• _EXERCISE_
Copy each entry as written.

Stored data entries:
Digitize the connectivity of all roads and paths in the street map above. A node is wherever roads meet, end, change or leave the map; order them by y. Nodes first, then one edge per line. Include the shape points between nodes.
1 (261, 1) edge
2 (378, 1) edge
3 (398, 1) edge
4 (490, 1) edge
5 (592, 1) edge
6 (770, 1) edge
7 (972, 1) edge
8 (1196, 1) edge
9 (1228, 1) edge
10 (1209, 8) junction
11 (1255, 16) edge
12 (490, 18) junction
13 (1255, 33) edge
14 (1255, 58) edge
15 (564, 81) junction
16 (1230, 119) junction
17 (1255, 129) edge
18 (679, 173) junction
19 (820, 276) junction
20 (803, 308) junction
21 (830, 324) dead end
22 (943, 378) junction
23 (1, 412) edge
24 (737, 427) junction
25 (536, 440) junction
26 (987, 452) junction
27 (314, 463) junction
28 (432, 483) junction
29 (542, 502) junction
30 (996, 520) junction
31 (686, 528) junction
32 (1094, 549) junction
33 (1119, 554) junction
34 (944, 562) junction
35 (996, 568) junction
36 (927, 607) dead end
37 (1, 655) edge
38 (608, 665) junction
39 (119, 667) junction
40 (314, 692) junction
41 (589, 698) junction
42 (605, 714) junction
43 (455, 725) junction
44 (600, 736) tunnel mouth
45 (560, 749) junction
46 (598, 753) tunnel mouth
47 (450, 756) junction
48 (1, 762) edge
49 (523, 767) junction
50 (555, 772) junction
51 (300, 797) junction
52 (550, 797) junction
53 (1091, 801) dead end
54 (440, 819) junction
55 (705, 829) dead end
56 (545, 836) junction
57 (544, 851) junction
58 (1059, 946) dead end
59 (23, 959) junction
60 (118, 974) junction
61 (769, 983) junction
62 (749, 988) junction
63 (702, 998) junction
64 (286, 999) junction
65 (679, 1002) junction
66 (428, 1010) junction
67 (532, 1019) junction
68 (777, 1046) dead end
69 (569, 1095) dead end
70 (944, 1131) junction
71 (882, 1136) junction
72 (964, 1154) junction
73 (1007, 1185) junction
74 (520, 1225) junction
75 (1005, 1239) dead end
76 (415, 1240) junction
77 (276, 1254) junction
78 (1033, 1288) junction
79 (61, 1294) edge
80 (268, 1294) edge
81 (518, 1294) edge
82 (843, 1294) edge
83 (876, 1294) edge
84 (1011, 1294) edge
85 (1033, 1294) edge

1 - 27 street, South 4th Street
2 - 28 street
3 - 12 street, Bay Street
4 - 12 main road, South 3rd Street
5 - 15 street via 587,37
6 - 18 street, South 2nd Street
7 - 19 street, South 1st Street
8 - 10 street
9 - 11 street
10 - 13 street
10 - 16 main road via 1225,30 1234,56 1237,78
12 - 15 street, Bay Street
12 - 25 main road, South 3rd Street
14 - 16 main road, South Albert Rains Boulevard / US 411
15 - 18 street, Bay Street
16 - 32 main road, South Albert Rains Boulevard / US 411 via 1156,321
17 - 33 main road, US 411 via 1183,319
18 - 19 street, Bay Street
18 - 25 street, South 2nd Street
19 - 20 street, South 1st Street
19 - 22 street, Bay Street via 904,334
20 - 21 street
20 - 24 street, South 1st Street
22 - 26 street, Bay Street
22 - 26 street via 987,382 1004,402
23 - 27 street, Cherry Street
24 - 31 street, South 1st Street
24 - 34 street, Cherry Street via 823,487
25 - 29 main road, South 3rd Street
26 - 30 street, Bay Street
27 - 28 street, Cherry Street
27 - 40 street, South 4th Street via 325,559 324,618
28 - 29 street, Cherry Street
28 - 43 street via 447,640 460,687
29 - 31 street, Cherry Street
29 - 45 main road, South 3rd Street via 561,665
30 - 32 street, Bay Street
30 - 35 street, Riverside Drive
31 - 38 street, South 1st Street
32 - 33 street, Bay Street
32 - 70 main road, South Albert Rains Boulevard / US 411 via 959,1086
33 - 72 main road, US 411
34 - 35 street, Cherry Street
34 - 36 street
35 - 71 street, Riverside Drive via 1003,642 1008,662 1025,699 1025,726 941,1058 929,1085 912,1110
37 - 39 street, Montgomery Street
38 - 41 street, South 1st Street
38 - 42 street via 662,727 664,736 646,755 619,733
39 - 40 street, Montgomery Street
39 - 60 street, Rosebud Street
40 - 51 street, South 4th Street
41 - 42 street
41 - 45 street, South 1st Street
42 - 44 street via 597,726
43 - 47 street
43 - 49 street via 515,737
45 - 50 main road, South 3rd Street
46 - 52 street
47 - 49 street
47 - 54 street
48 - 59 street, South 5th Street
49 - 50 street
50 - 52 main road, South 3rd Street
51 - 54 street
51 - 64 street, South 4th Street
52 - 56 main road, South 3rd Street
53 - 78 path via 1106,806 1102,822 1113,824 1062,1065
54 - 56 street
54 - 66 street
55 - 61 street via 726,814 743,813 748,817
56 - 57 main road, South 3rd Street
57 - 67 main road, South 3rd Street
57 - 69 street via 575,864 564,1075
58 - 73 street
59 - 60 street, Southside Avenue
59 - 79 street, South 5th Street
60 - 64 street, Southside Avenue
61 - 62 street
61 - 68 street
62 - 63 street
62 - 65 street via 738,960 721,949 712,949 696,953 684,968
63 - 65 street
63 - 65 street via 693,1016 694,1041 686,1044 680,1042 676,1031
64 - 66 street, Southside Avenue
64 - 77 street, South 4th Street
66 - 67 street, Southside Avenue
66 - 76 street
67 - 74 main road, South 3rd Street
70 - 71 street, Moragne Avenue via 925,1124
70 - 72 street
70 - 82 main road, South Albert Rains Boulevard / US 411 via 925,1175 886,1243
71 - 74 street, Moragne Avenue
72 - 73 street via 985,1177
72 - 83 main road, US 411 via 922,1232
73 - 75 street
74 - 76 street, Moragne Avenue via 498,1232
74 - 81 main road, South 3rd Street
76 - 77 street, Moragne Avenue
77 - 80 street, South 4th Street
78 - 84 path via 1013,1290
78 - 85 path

• _RESPONSE TO THIS TASK_
Digitize the connectivity of all roads and paths in the street map above. A node is wherever roads meet, end, change or leave the map; order them by y. Nodes first, then one edge per line. Include the shape points between nodes.
1 (261, 1) edge
2 (378, 1) edge
3 (398, 1) edge
4 (490, 1) edge
5 (592, 1) edge
6 (770, 1) edge
7 (972, 1) edge
8 (1196, 1) edge
9 (1228, 1) edge
10 (1209, 8) junction
11 (1255, 16) edge
12 (490, 18) junction
13 (1255, 33) edge
14 (1255, 58) edge
15 (564, 81) junction
16 (1230, 119) junction
17 (1255, 129) edge
18 (679, 173) junction
19 (820, 276) junction
20 (803, 308) junction
21 (830, 324) dead end
22 (943, 378) junction
23 (1, 412) edge
24 (737, 427) junction
25 (536, 440) junction
26 (987, 452) junction
27 (314, 463) junction
28 (432, 483) junction
29 (542, 502) junction
30 (996, 520) junction
31 (686, 528) junction
32 (1094, 549) junction
33 (1119, 554) junction
34 (944, 562) junction
35 (996, 568) junction
36 (927, 607) dead end
37 (1, 655) edge
38 (608, 665) junction
39 (119, 667) junction
40 (314, 692) junction
41 (589, 698) junction
42 (605, 714) junction
43 (455, 725) junction
44 (600, 736) tunnel mouth
45 (560, 749) junction
46 (598, 753) tunnel mouth
47 (450, 756) junction
48 (1, 762) edge
49 (523, 767) junction
50 (555, 772) junction
51 (300, 797) junction
52 (550, 797) junction
53 (1091, 801) dead end
54 (440, 819) junction
55 (705, 829) dead end
56 (545, 836) junction
57 (544, 851) junction
58 (1059, 946) dead end
59 (23, 959) junction
60 (118, 974) junction
61 (769, 983) junction
62 (749, 988) junction
63 (702, 998) junction
64 (286, 999) junction
65 (679, 1002) junction
66 (428, 1010) junction
67 (532, 1019) junction
68 (777, 1046) dead end
69 (569, 1095) dead end
70 (944, 1131) junction
71 (882, 1136) junction
72 (964, 1154) junction
73 (1007, 1185) junction
74 (520, 1225) junction
75 (1005, 1239) dead end
76 (415, 1240) junction
77 (276, 1254) junction
78 (1033, 1288) junction
79 (61, 1294) edge
80 (268, 1294) edge
81 (518, 1294) edge
82 (843, 1294) edge
83 (876, 1294) edge
84 (1011, 1294) edge
85 (1033, 1294) edge

1 - 27 street, South 4th Street
2 - 28 street
3 - 12 street, Bay Street
4 - 12 main road, South 3rd Street
5 - 15 street via 587,37
6 - 18 street, South 2nd Street
7 - 19 street, South 1st Street
8 - 10 street
9 - 11 street
10 - 13 street
10 - 16 main road via 1225,30 1234,56 1237,78
12 - 15 street, Bay Street
12 - 25 main road, South 3rd Street
14 - 16 main road, South Albert Rains Boulevard / US 411
15 - 18 street, Bay Street
16 - 32 main road, South Albert Rains Boulevard / US 411 via 1156,321
17 - 33 main road, US 411 via 1183,319
18 - 19 street, Bay Street
18 - 25 street, South 2nd Street
19 - 20 street, South 1st Street
19 - 22 street, Bay Street via 904,334
20 - 21 street
20 - 24 street, South 1st Street
22 - 26 street, Bay Street
22 - 26 street via 987,382 1004,402
23 - 27 street, Cherry Street
24 - 31 street, South 1st Street
24 - 34 street, Cherry Street via 823,487
25 - 29 main road, South 3rd Street
26 - 30 street, Bay Street
27 - 28 street, Cherry Street
27 - 40 street, South 4th Street via 325,559 324,618
28 - 29 street, Cherry Street
28 - 43 street via 447,640 460,687
29 - 31 street, Cherry Street
29 - 45 main road, South 3rd Street via 561,665
30 - 32 street, Bay Street
30 - 35 street, Riverside Drive
31 - 38 street, South 1st Street
32 - 33 street, Bay Street
32 - 70 main road, South Albert Rains Boulevard / US 411 via 959,1086
33 - 72 main road, US 411
34 - 35 street, Cherry Street
34 - 36 street
35 - 71 street, Riverside Drive via 1003,642 1008,662 1025,699 1025,726 941,1058 929,1085 912,1110
37 - 39 street, Montgomery Street
38 - 41 street, South 1st Street
38 - 42 street via 662,727 664,736 646,755 619,733
39 - 40 street, Montgomery Street
39 - 60 street, Rosebud Street
40 - 51 street, South 4th Street
41 - 42 street
41 - 45 street, South 1st Street
42 - 44 street via 597,726
43 - 47 street
43 - 49 street via 515,737
45 - 50 main road, South 3rd Street
46 - 52 street
47 - 49 street
47 - 54 street
48 - 59 street, South 5th Street
49 - 50 street
50 - 52 main road, South 3rd Street
51 - 54 street
51 - 64 street, South 4th Street
52 - 56 main road, South 3rd Street
53 - 78 path via 1106,806 1102,822 1113,824 1062,1065
54 - 56 street
54 - 66 street
55 - 61 street via 726,814 743,813 748,817
56 - 57 main road, South 3rd Street
57 - 67 main road, South 3rd Street
57 - 69 street via 575,864 564,1075
58 - 73 street
59 - 60 street, Southside Avenue
59 - 79 street, South 5th Street
60 - 64 street, Southside Avenue
61 - 62 street
61 - 68 street
62 - 63 street
62 - 65 street via 738,960 721,949 712,949 696,953 684,968
63 - 65 street
63 - 65 street via 693,1016 694,1041 686,1044 680,1042 676,1031
64 - 66 street, Southside Avenue
64 - 77 street, South 4th Street
66 - 67 street, Southside Avenue
66 - 76 street
67 - 74 main road, South 3rd Street
70 - 71 street, Moragne Avenue via 925,1124
70 - 72 street
70 - 82 main road, South Albert Rains Boulevard / US 411 via 925,1175 886,1243
71 - 74 street, Moragne Avenue
72 - 73 street via 985,1177
72 - 83 main road, US 411 via 922,1232
73 - 75 street
74 - 76 street, Moragne Avenue via 498,1232
74 - 81 main road, South 3rd Street
76 - 77 street, Moragne Avenue
77 - 80 street, South 4th Street
78 - 84 path via 1013,1290
78 - 85 path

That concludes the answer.